◆ **Provided information**:
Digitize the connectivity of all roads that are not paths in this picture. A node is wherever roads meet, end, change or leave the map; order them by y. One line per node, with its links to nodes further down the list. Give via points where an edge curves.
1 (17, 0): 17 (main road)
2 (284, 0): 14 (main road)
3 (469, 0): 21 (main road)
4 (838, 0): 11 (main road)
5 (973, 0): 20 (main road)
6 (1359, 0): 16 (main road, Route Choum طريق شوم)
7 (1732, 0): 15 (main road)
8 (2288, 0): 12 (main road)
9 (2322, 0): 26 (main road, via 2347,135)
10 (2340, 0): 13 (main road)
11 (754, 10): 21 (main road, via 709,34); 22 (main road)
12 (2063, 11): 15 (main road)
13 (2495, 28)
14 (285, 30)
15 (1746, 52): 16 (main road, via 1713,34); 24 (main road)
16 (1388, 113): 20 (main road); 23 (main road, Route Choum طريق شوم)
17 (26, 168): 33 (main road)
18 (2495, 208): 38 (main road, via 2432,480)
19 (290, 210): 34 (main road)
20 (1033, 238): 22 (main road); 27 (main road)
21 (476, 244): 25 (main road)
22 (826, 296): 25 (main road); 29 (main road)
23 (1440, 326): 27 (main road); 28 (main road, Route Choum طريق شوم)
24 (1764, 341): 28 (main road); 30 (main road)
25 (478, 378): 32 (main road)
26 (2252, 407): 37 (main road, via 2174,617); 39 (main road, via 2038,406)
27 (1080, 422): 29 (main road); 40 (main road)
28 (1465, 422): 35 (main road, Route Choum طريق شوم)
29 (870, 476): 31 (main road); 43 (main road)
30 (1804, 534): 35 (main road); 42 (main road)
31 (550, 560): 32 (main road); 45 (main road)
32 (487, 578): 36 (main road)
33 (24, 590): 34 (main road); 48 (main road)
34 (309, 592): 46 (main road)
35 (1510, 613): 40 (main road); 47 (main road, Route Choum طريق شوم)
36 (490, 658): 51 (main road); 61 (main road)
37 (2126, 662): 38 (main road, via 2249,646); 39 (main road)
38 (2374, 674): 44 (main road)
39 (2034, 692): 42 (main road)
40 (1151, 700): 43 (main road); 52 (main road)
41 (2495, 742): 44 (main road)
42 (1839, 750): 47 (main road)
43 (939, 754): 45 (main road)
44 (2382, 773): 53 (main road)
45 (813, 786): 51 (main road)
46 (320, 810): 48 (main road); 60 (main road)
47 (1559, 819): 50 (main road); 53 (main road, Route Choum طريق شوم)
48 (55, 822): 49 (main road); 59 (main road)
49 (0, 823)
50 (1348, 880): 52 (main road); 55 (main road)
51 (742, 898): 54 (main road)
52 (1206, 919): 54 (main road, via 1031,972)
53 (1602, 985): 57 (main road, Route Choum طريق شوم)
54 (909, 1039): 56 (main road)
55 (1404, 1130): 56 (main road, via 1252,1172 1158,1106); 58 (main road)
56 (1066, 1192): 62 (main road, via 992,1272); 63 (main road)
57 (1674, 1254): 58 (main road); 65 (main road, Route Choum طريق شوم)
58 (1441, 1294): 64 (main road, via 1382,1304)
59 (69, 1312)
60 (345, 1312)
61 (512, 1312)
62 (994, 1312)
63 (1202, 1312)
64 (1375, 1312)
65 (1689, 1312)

◆ **What to work on**:
This calls for repeating all of the records, character for character.

◆ **Worked solution**:
Digitize the connectivity of all roads that are not paths in this picture. A node is wherever roads meet, end, change or leave the map; order them by y. One line per node, with its links to nodes further down the list. Give via points where an edge curves.
1 (17, 0): 17 (main road)
2 (284, 0): 14 (main road)
3 (469, 0): 21 (main road)
4 (838, 0): 11 (main road)
5 (973, 0): 20 (main road)
6 (1359, 0): 16 (main road, Route Choum طريق شوم)
7 (1732, 0): 15 (main road)
8 (2288, 0): 12 (main road)
9 (2322, 0): 26 (main road, via 2347,135)
10 (2340, 0): 13 (main road)
11 (754, 10): 21 (main road, via 709,34); 22 (main road)
12 (2063, 11): 15 (main road)
13 (2495, 28)
14 (285, 30)
15 (1746, 52): 16 (main road, via 1713,34); 24 (main road)
16 (1388, 113): 20 (main road); 23 (main road, Route Choum طريق شوم)
17 (26, 168): 33 (main road)
18 (2495, 208): 38 (main road, via 2432,480)
19 (290, 210): 34 (main road)
20 (1033, 238): 22 (main road); 27 (main road)
21 (476, 244): 25 (main road)
22 (826, 296): 25 (main road); 29 (main road)
23 (1440, 326): 27 (main road); 28 (main road, Route Choum طريق شوم)
24 (1764, 341): 28 (main road); 30 (main road)
25 (478, 378): 32 (main road)
26 (2252, 407): 37 (main road, via 2174,617); 39 (main road, via 2038,406)
27 (1080, 422): 29 (main road); 40 (main road)
28 (1465, 422): 35 (main road, Route Choum طريق شوم)
29 (870, 476): 31 (main road); 43 (main road)
30 (1804, 534): 35 (main road); 42 (main road)
31 (550, 560): 32 (main road); 45 (main road)
32 (487, 578): 36 (main road)
33 (24, 590): 34 (main road); 48 (main road)
34 (309, 592): 46 (main road)
35 (1510, 613): 40 (main road); 47 (main road, Route Choum طريق شوم)
36 (490, 658): 51 (main road); 61 (main road)
37 (2126, 662): 38 (main road, via 2249,646); 39 (main road)
38 (2374, 674): 44 (main road)
39 (2034, 692): 42 (main road)
40 (1151, 700): 43 (main road); 52 (main road)
41 (2495, 742): 44 (main road)
42 (1839, 750): 47 (main road)
43 (939, 754): 45 (main road)
44 (2382, 773): 53 (main road)
45 (813, 786): 51 (main road)
46 (320, 810): 48 (main road); 60 (main road)
47 (1559, 819): 50 (main road); 53 (main road, Route Choum طريق شوم)
48 (55, 822): 49 (main road); 59 (main road)
49 (0, 823)
50 (1348, 880): 52 (main road); 55 (main road)
51 (742, 898): 54 (main road)
52 (1206, 919): 54 (main road, via 1031,972)
53 (1602, 985): 57 (main road, Route Choum طريق شوم)
54 (909, 1039): 56 (main road)
55 (1404, 1130): 56 (main road, via 1252,1172 1158,1106); 58 (main road)
56 (1066, 1192): 62 (main road, via 992,1272); 63 (main road)
57 (1674, 1254): 58 (main road); 65 (main road, Route Choum طريق شوم)
58 (1441, 1294): 64 (main road, via 1382,1304)
59 (69, 1312)
60 (345, 1312)
61 (512, 1312)
62 (994, 1312)
63 (1202, 1312)
64 (1375, 1312)
65 (1689, 1312)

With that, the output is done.